Data excerpts:
————
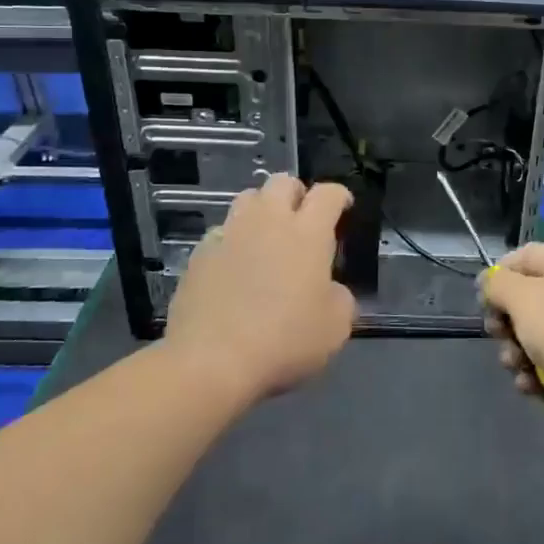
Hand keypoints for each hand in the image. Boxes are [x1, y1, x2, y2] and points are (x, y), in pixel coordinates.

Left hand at [166, 175, 355, 402]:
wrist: (211, 362)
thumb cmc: (284, 341)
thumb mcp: (335, 327)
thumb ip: (340, 299)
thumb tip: (330, 291)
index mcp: (308, 233)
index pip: (327, 194)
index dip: (339, 195)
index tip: (343, 206)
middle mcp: (268, 222)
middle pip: (283, 182)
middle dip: (297, 193)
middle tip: (302, 218)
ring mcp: (229, 234)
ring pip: (247, 199)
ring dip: (262, 210)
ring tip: (267, 236)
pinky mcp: (199, 254)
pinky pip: (221, 233)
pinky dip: (232, 241)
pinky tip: (235, 266)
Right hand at [481, 243, 543, 426]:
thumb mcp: (524, 298)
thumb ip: (498, 283)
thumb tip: (488, 280)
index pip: (524, 256)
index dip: (499, 273)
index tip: (483, 298)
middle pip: (525, 299)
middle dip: (504, 320)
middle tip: (498, 334)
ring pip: (533, 336)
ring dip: (515, 352)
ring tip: (516, 366)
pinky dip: (535, 375)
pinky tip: (532, 387)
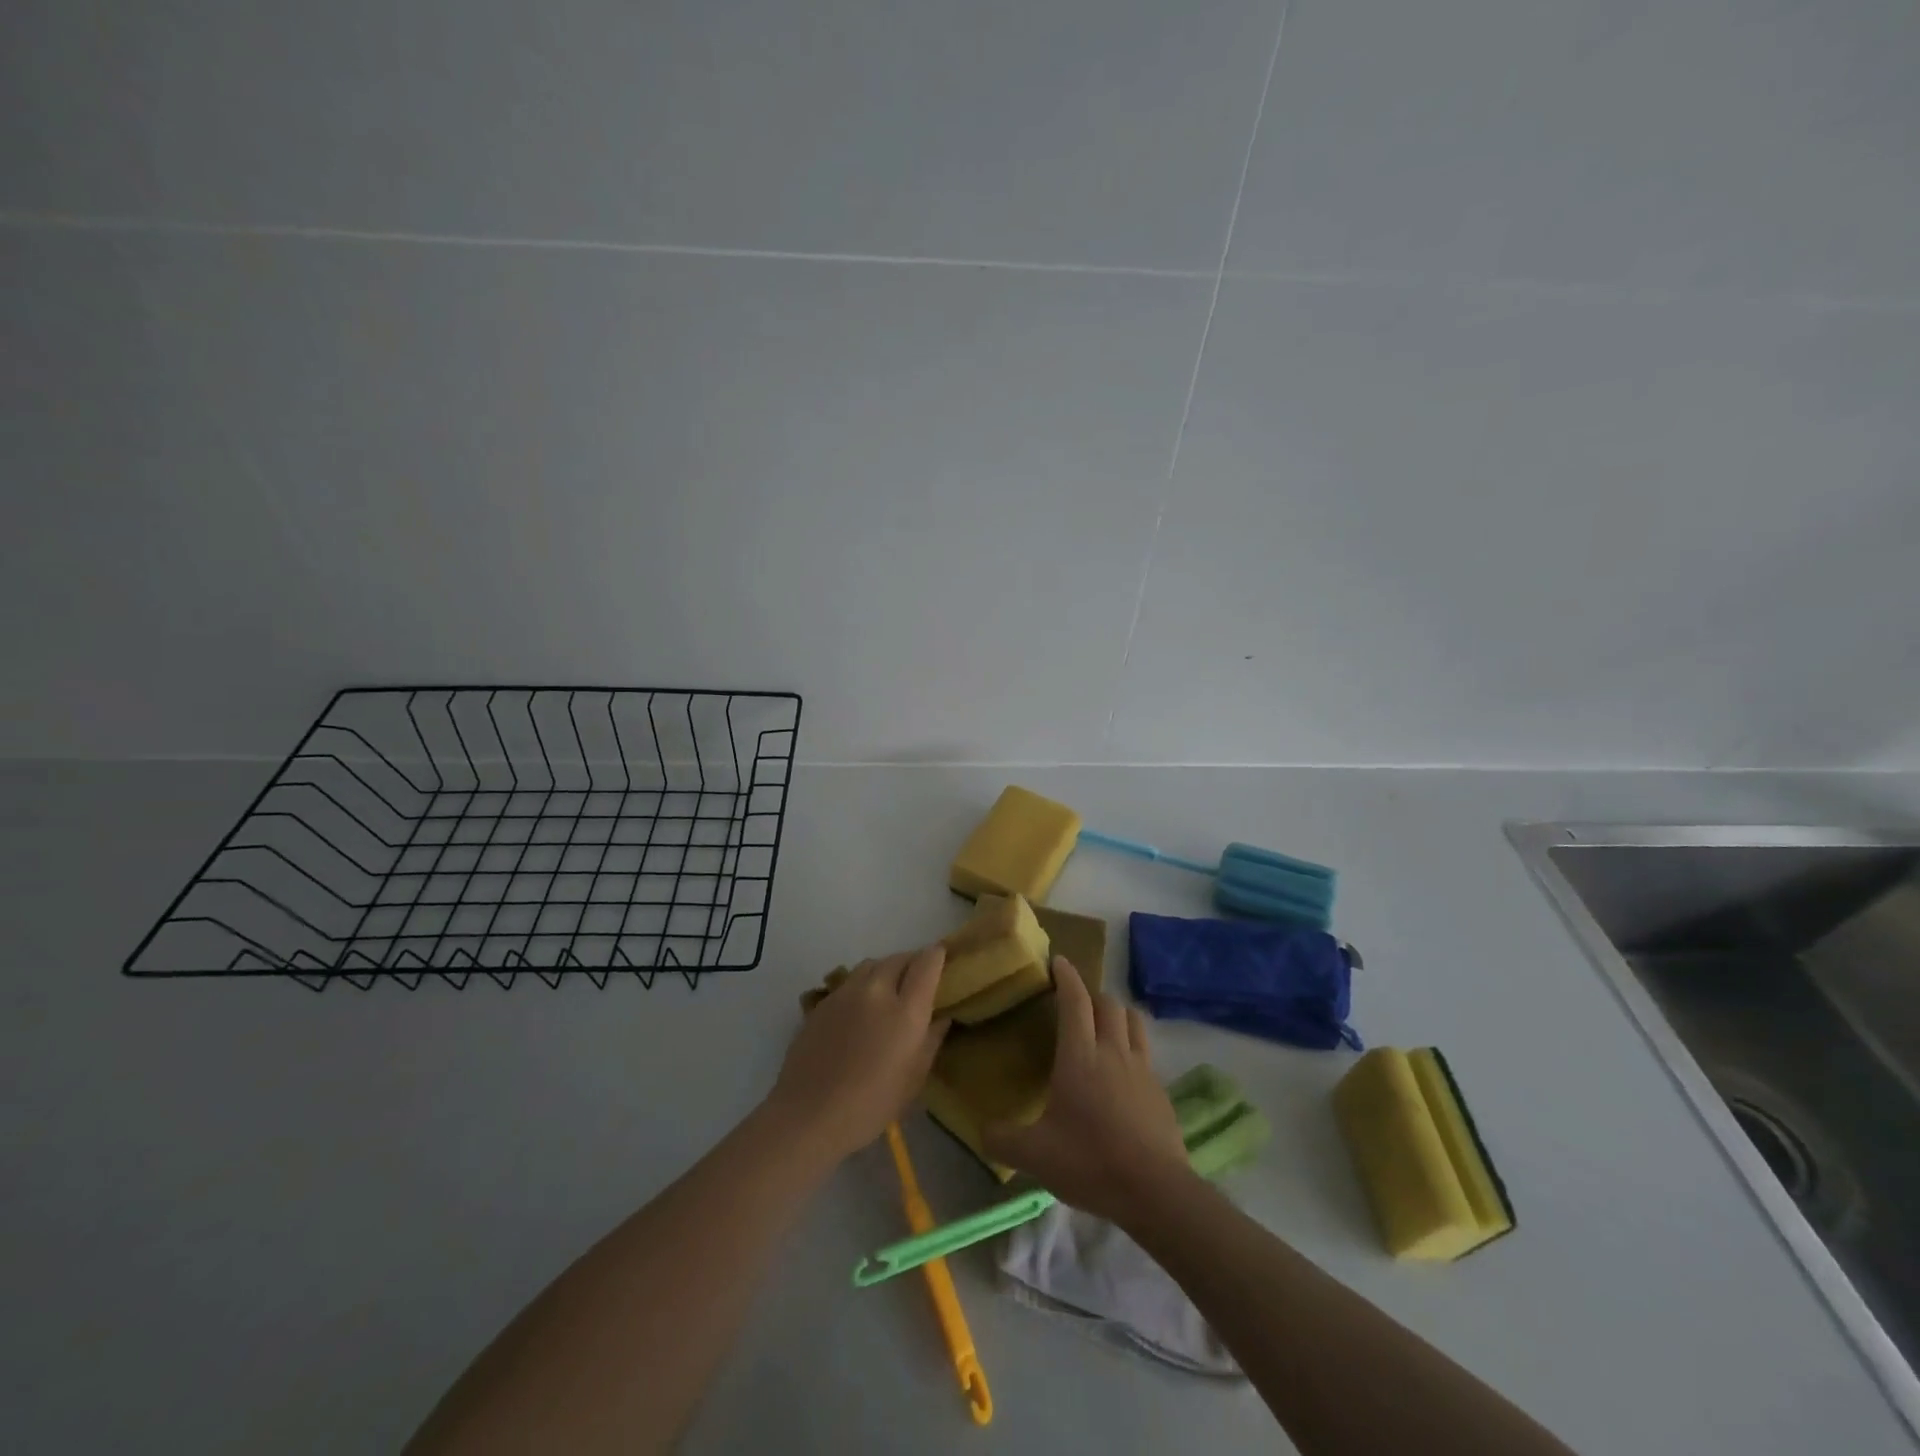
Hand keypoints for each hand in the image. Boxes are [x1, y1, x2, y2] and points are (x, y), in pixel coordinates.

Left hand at [769, 946, 950, 1162]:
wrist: (809, 1114)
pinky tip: (859, 1010)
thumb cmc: (871, 1105)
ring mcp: (846, 993)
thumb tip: (941, 1017)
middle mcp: (877, 991)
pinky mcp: (823, 1002)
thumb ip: (931, 1040)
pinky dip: (862, 986)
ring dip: (885, 970)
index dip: (936, 956)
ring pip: (871, 965)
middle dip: (911, 962)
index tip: (941, 958)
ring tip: (887, 990)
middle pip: (898, 958)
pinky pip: (849, 982)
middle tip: (916, 979)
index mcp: (906, 1010)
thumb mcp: (913, 1079)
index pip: (926, 963)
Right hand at [982, 956, 1192, 1221]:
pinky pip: (1146, 1052)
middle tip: (1075, 1003)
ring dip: (1117, 1013)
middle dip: (1091, 994)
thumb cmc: (1090, 1161)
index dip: (1066, 976)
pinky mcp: (1160, 1090)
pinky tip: (1122, 1072)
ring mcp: (1142, 1069)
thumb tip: (981, 1131)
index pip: (1075, 1000)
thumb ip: (1002, 1139)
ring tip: (1103, 1025)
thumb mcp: (1035, 1155)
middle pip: (1108, 1003)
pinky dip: (1132, 1046)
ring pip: (1133, 1020)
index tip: (1058, 960)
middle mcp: (1113, 1051)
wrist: (1155, 1191)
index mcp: (1080, 1055)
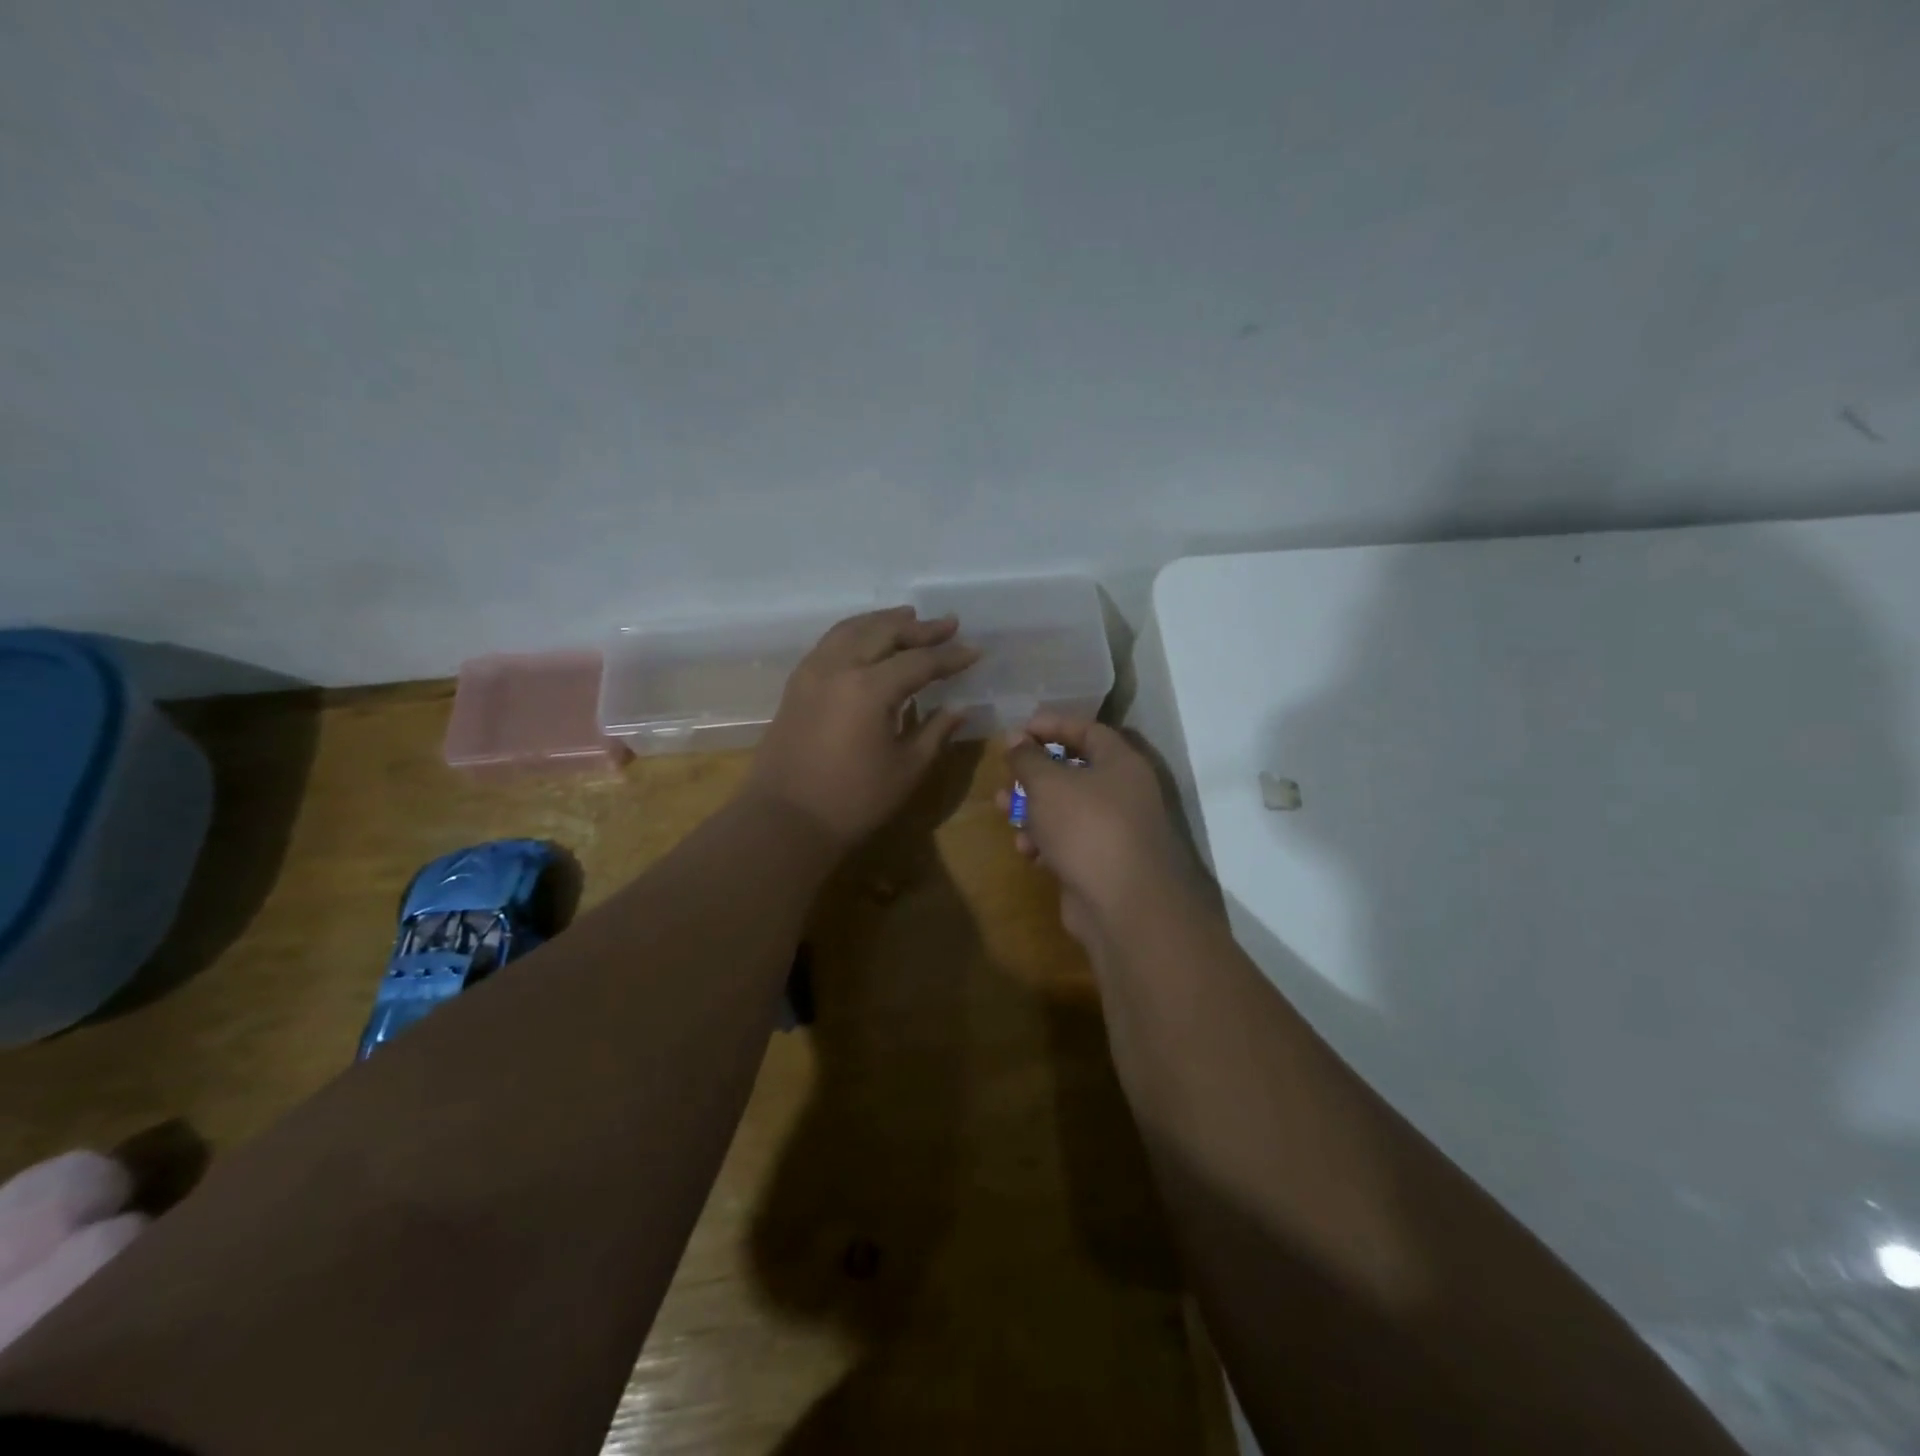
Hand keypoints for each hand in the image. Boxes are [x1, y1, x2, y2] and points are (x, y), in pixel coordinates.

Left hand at [748, 607, 978, 847]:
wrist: (785, 820)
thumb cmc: (853, 800)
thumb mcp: (906, 769)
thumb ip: (935, 732)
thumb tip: (959, 708)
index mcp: (870, 688)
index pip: (919, 662)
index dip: (950, 657)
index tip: (975, 651)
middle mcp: (839, 667)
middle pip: (884, 633)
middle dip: (919, 628)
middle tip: (948, 624)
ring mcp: (812, 672)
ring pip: (852, 630)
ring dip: (883, 621)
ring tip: (908, 616)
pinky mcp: (797, 684)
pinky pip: (830, 643)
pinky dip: (854, 632)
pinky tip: (867, 639)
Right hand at [998, 715, 1202, 947]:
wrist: (1125, 905)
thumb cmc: (1087, 827)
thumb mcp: (1049, 784)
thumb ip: (1028, 758)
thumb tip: (1016, 738)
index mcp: (1121, 762)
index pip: (1087, 729)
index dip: (1052, 724)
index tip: (1018, 730)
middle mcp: (1123, 792)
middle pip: (1073, 771)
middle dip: (1034, 774)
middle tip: (1005, 776)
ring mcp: (1114, 830)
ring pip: (1066, 810)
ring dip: (1032, 809)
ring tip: (1003, 812)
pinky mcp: (1102, 863)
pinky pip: (1068, 842)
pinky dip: (1046, 842)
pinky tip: (1027, 851)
————
What you will do — With the pictures left out, restate word for word every line of the data above, from the first down to the line that contains "thumb ip: (1002, 1139)".

Task output —
Hand keypoints for each hand in the image. Boxes are [x1, y1, x2, y2] and points are (x, y), in pixel coordinates.

Left hand at [166, 175, 355, 402]:
wrist: (211, 362)
thumb cmc: (284, 341)
thumb mcp: (335, 327)
thumb ip: (340, 299)
thumb tip: (330, 291)
index mcp: (308, 233)
index pip: (327, 194)
index dip: (339, 195)
index tip: (343, 206)
middle mcp: (268, 222)
middle pip: (283, 182)
middle dip: (297, 193)
middle tip: (302, 218)
ring mcp: (229, 234)
ring pip: (247, 199)
ring dip: (262, 210)
ring tip: (267, 236)
pinky mcp: (199, 254)
pinky pip: (221, 233)
pinky dip: (232, 241)
pinky tip: (235, 266)
Right hand at [481, 243, 543, 426]:
thumb mcp: (524, 298)
thumb ip: (498, 283)
thumb tip: (488, 280)
index pip: (524, 256)
index dip: (499, 273)
index tip: (483, 298)
middle pip: (525, 299)
middle dip: (504, 320)
middle tip: (498, 334)
ring pip: (533, 336)
ring dip: (515, 352)
ring tip: (516, 366)
pinky dip: (535, 375)
pinky tip: (532, 387)
Hand keypoints for each hand in the image. Boxes are [x1, y1, x2, y2] and points are (x, y), in pixel coordinates.

Left hand at [769, 946, 950, 1162]:
wrist: (809, 1114)
pinky tip: (859, 1010)
thumb cmc: (871, 1105)
ring mcp: (846, 993)
thumb tip: (941, 1017)
middle mcp: (877, 991)
pinky mcp: (823, 1002)
thumb ip: (931, 1040)
pinky dip: (862, 986)
ring dip: (885, 970)
index dip: (936, 956)
ring pip: (871, 965)
middle dip: (911, 962)
index tip: (941, 958)
ring tip: (887, 990)
middle pip: (898, 958)
pinky pip: (849, 982)
middle tip: (916, 979)
index mcp: (906, 1010)
thumb mcp: (913, 1079)
index pip: (926, 963)
Right hand at [982, 956, 1192, 1221]:
pinky pip: (1146, 1052)
middle tip: (1075, 1003)
ring dip: (1117, 1013)
middle dip: (1091, 994)
thumb cmc: (1090, 1161)
index dip: (1066, 976)
pinky mcp: (1160, 1090)
pinky tip: (1122, 1072)
ring mcp: (1142, 1069)
thumb tip: (981, 1131)
index pip: (1075, 1000)
thumb ip: (1002, 1139)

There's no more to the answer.